Harry got off his horse and inspected the tracks carefully. It was difficult to see, but he thought the riders must have turned right as they came to the road. One horse might have swung out a little, into less trampled snow, as it turned on the inside of the troop. He was still bending, inspecting the place, trying to decide if it looked like a horse marking time while the others made a wide turn, when he heard the squeaking of wheels.
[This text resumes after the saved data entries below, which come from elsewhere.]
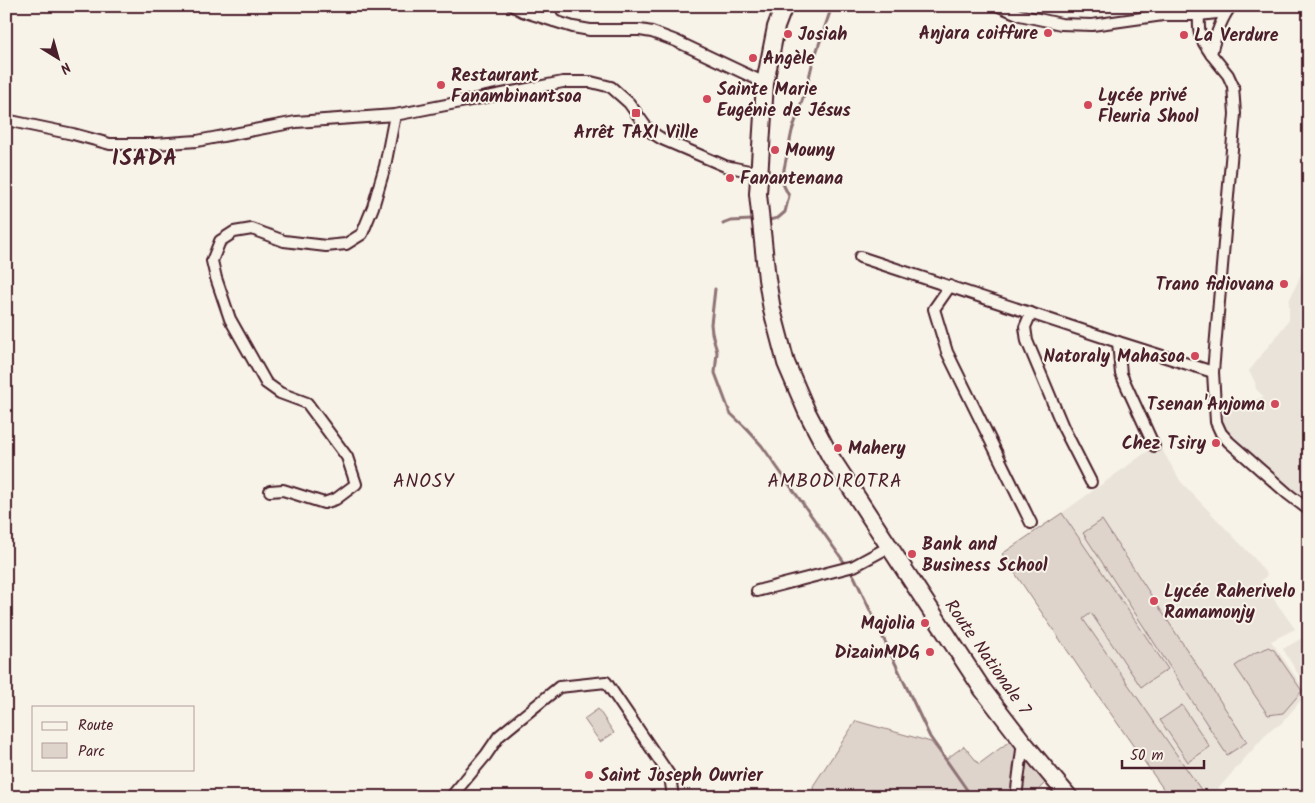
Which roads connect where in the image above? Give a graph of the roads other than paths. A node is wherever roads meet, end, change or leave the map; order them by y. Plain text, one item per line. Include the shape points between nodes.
1 (513, 6) edge
2 (551, 6) edge
3 (784, 6) edge
4 (999, 6) edge
5 (1229, 9) edge
6 (1198, 15) junction
7 (554, 21) junction
8 (1211, 54) junction
9 (765, 83) junction
10 (394, 115) junction
11 (6, 120) edge
12 (759, 173) junction
13 (860, 256) dead end
14 (950, 286) junction
15 (1031, 313) junction
16 (1118, 342) junction
17 (1213, 372) junction
18 (1154, 446) dead end
19 (1091, 482) dead end
20 (270, 491) dead end
21 (1309, 510) edge
22 (1031, 523) dead end
23 (889, 546) junction
24 (757, 591) dead end
25 (1023, 742) junction
26 (451, 797) edge
27 (673, 797) edge
28 (1016, 797) edge
29 (1069, 797) edge

1 - 7 street
2 - 7 street via 549,10
3 - 9 main road, Route Nationale 7 via 776,27
4 - 6 street via 1020,15 1061,24 1092,25 1163,15
5 - 6 street
5 - 8 street
6 - 8 street via 1201,40
7 - 9 street via 590,30 652,32
8 - 17 street via 1228,75 1235,114
9 - 12 main road, Route Nationale 7
10 - 11 street via 296,122 197,141 155,144 110,144
10 - 12 street via 564,82 591,82 611,87 629,103 651,132 662,139 725,166
10 - 20 street via 385,166 362,234 346,244 326,246 284,240 252,229 234,232 220,241 212,262 230,319 266,383 280,393 307,403 347,457 356,484 336,499 324,503 282,490
12 - 23 main road, Route Nationale 7 via 758,194 767,279 786,363 830,456
13 - 14 street
14 - 15 street
14 - 22 street via 934,309 947,352
15 - 16 street
15 - 19 street via 1025,328 1027,340 1063,427
16 - 17 street
16 - 18 street via 1121,374
17 - 21 street via 1216,422 1221,433
23 - 24 street via 849,567
23 - 25 main road, Route Nationale 7 via 983,690
25 - 28 street
25 - 29 main road, Route Nationale 7
26 - 27 street via 499,736 559,687 606,682 670,776

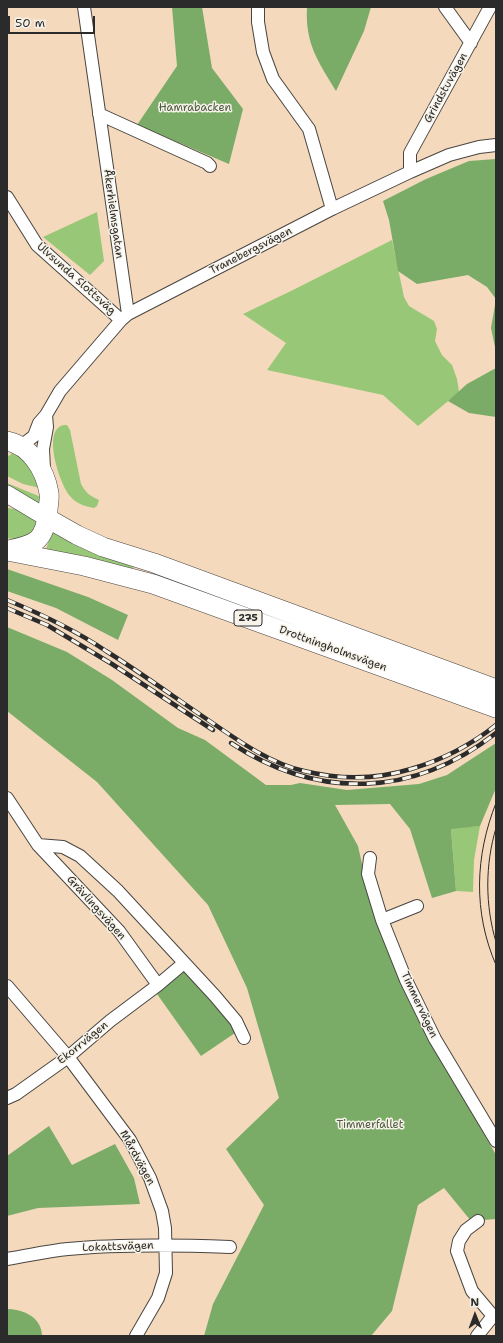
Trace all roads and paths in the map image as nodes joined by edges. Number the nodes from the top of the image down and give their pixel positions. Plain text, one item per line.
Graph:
1 (84, 7) edge
2 (258, 7) edge
3 (445, 7) edge
4 (490, 7) edge
5 (471, 43) junction
6 (99, 114) junction
7 (496, 145) edge
8 (210, 166) dead end
9 (410, 172) junction
10 (7, 197) edge
11 (332, 209) junction
12 (124, 317) junction
13 (46, 415) junction
14 (14, 444) edge
15 (44, 474) junction
16 (7, 494) edge
17 (49, 494) junction
18 (47, 518) junction
19 (7, 551) edge
20 (154, 563) junction
21 (496, 689) edge
22 (496, 708) edge
23 (7, 798) edge
24 (38, 845) junction
25 (370, 858) dead end
26 (417, 906) dead end
27 (382, 920) junction
28 (184, 963) junction
29 (158, 985) junction
30 (7, 986) edge
31 (244, 1038) dead end
32 (68, 1057) junction
33 (7, 1098) edge
34 (496, 1140) edge
35 (478, 1222) dead end
36 (166, 1246) junction
37 (230, 1247) dead end
38 (7, 1259) edge
39 (136, 1336) edge
40 (477, 1336) edge

1 - 6 street, Åkerhielmsgatan
2 - 11 street
3 - 5 street
4 - 5 street, Grindstuvägen
5 - 9 street, Grindstuvägen
6 - 8 street
6 - 12 street, Åkerhielmsgatan
7 - 9 street, Tranebergsvägen
9 - 11 street, Tranebergsvägen
10 - 12 street, Ulvsunda Slottsväg
11 - 12 street, Tranebergsvägen
12 - 13 street, Tranebergsvägen
13 - 14 street, Tranebergsvägen
13 - 15 street
14 - 15 main road
15 - 17 main road
16 - 18 main road, Drottningholmsvägen / 275
17 - 18 main road
17 - 20 main road, Drottningholmsvägen
18 - 19 main road
18 - 20 main road, Drottningholmsvägen / 275
19 - 22 main road, Drottningholmsvägen / 275
20 - 21 main road, Drottningholmsvägen / 275
23 - 24 street, Grävlingsvägen
24 - 28 street
24 - 29 street, Grävlingsvägen
25 - 27 street, Timmervägen
26 - 27 street
27 - 34 street, Timmervägen
28 - 29 street
28 - 31 street
29 - 32 street, Ekorrvägen
30 - 32 street, Mårdvägen
32 - 33 street, Ekorrvägen
32 - 36 street, Mårdvägen
35 - 40 street
36 - 37 street, Lokattsvägen
36 - 38 street, Lokattsvägen
36 - 39 street, Mårdvägen

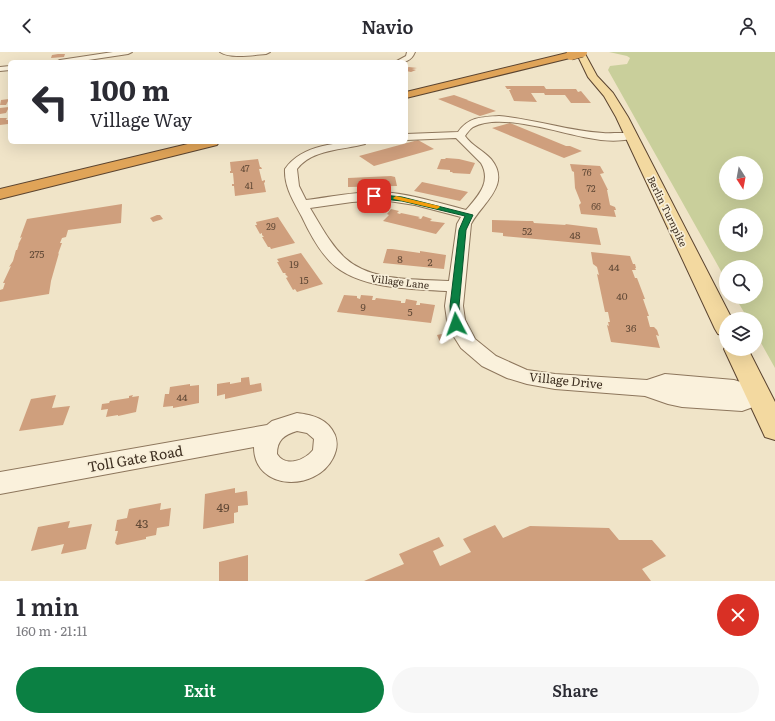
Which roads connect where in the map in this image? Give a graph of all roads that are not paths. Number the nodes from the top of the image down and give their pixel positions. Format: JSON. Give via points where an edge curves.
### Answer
{"nodes":[{"id":1,"x":128,"y":52,"type":"edge"},
{"id":2,"x":266,"y":52,"type":"edge"},
{"id":3,"x":411,"y":52,"type":"edge"},
{"id":4,"x":577,"y":53,"type":"edge"},
{"id":5,"x":98,"y":54,"type":"edge"},
{"id":6,"x":224,"y":56,"type":"edge"},
{"id":7,"x":594,"y":58,"type":"dead end"},
{"id":8,"x":70,"y":60,"type":"edge"},
{"id":9,"x":404,"y":60,"type":"edge"},
{"id":10,"x":505,"y":60,"type":"dead end"},
{"id":11,"x":408,"y":89,"type":"edge"},
{"id":12,"x":609,"y":94,"type":"junction"},
{"id":13,"x":408,"y":95,"type":"edge"},
{"id":14,"x":461,"y":135,"type":"junction"},
{"id":15,"x":631,"y":136,"type":"junction"},
{"id":16,"x":408,"y":137,"type":"edge"},
{"id":17,"x":178,"y":144,"type":"edge"},
{"id":18,"x":204,"y":144,"type":"edge"},
{"id":19,"x":352,"y":144,"type":"edge"},
{"id":20,"x":0,"y":186,"type":"edge"},
{"id":21,"x":0,"y":194,"type":"edge"},
{"id":22,"x":302,"y":205,"type":"junction"},
{"id":23,"x":469,"y":215,"type":"junction"},
{"id":24,"x":456,"y":287,"type":"junction"},
{"id":25,"x":719,"y":315,"type":"edge"},
{"id":26,"x":739,"y":356,"type":"edge"},
{"id":27,"x":759,"y":396,"type":"junction"},
{"id":28,"x":775,"y":430,"type":"edge"},
{"id":29,"x":271,"y":434,"type":"dead end"},
{"id":30,"x":0,"y":483,"type":"edge"}],
"edges":[{"from":1,"to":5,"type":"street"},
{"from":2,"to":6,"type":"street"},
{"from":3,"to":9,"type":"street"},
{"from":4,"to":12,"type":"main road","name":"Berlin Turnpike","via":[[597,83]]},
{"from":4,"to":13,"type":"highway"},
{"from":5,"to":8,"type":"street"},
{"from":7,"to":12,"type":"main road","name":"Berlin Turnpike","via":[[608,86]]},
{"from":10,"to":11,"type":"highway","via":[[453,78]]},
{"from":12,"to":15,"type":"main road","name":"Berlin Turnpike"},
{"from":14,"to":15,"type":"street","via":[[473,124],[496,119],[523,121],[588,135]]},
{"from":14,"to":16,"type":"street"},
{"from":14,"to":23,"type":"street","name":"Village Drive","via":[[463,142],[486,161],[492,176],[492,185],[488,193]]},
{"from":15,"to":25,"type":"main road","name":"Berlin Turnpike"},
{"from":17,"to":20,"type":"highway"},
{"from":18,"to":21,"type":"highway"},
{"from":19,"to":22,"type":"street","name":"Village Lane","via":[[321,151],[295,164],[291,169],[291,175]]},
{"from":22,"to":23,"type":"street","via":[[384,196]]},
{"from":22,"to":24,"type":"street","name":"Village Lane","via":[[331,253],[351,270],[378,279]]},
{"from":23,"to":24,"type":"street","name":"Village Drive","via":[[463,230]]},
{"from":24,"to":27,"type":"street","name":"Village Drive","via":[[454,312],[458,329],[472,348],[497,365],[518,374],[539,379],[648,388],[671,397],[742,404]]},
{"from":26,"to":27,"type":"main road"},
{"from":27,"to":28,"type":"main road"},
{"from":29,"to":30,"type":"street","name":"Toll Gate Road"}]}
There was a donkey-cart coming along the road, loaded with sacks of vegetables, and on top of the sacks was the body of a man dressed in orange. This one was definitely dead. Susannah turned away. The driver of the cart, a very gloomy man in a blue smock, looked at them with his eyebrows raised.
“I warn ye,” he said, “they'll be on ye if ye waste time searching around here. The battle is lost for all the Perland caves and Howeforce is put to flight. I thought they said ye were locked up for treason, the pair on ye.”
“Oh, no,” said Susannah faintly. “It was not us, sir, but thank you for warning us, all the same. Come on, Harry, please.”
The driver pointed down the road, the opposite way to the one which Harry thought the horses had taken. “Go ahead of me there,” he said. “But ye must not go to Gairne. If ye can get to Arbard ye'll be safe.”
“No,” said Harry. “They went the other way, Susannah. We shall have to go that way, whether or not there has been a battle.” Then he said politely to the driver, “Do you mind telling me who has won the battle? I do not know Howeforce.”
The driver suddenly became surly and gave a frightened look over one shoulder at the dead man on his cart. “Then ye'll be glad to hear Towerwood has won, seeing ye're on his side.”
“That man
again
!” said Susannah. “We are not on his side, sir.”
“Then get to Arbard,” the driver answered, still very suspicious. He would not speak to them again. They watched him click his tongue to his donkey and go slowly wheeling away along the road.
“Oh, dear!” said Susannah.
“It cannot be helped,” Harry said. “I am sure they went this way. Bear up, Susannah. Remember some of this is our fault.”
They came to the Endwait turning half a mile farther on. The road was deserted. They saw that tracks led across the bridge and into the gorge, but there was no means of knowing if they were the right ones. Other people had ridden in and out of Endwait since, and confused the whole thing.
“What shall we do?” Harry said. “I think we must go into the valley and ask. People seem friendly if we say we are not on Towerwood's side.”
Susannah agreed. The two of them were just crossing the bridge, when there were shouts from the hill on the other side of the road. Before they realized what was happening a man in mail thundered up to them and reined his great horse almost onto its haunches beside them. He was all in red and white and shining armor.
“He looks like St. George,” Susannah thought. She thought he had a nice, rather nervous face. “He has taken us for the Hornbysâlike the lady!” She was right.
“I beg your pardon,” said the man. “I took you for the other Outsiders. But now I see that you are both too dark, and that the lady is a great deal younger. I am Howard Lord Darron. May I ask your names?”
Susannah happily told him who they were. He bowed like a real knight-errant, and Susannah was so delighted with him that she added, hoping to make him properly their friend: “We are not on Towerwood's side, either.”
“That is very regrettable,” said Lord Darron, “for it would seem that I am. I must ask you to accompany me and for the time being to regard yourselves as under arrest.”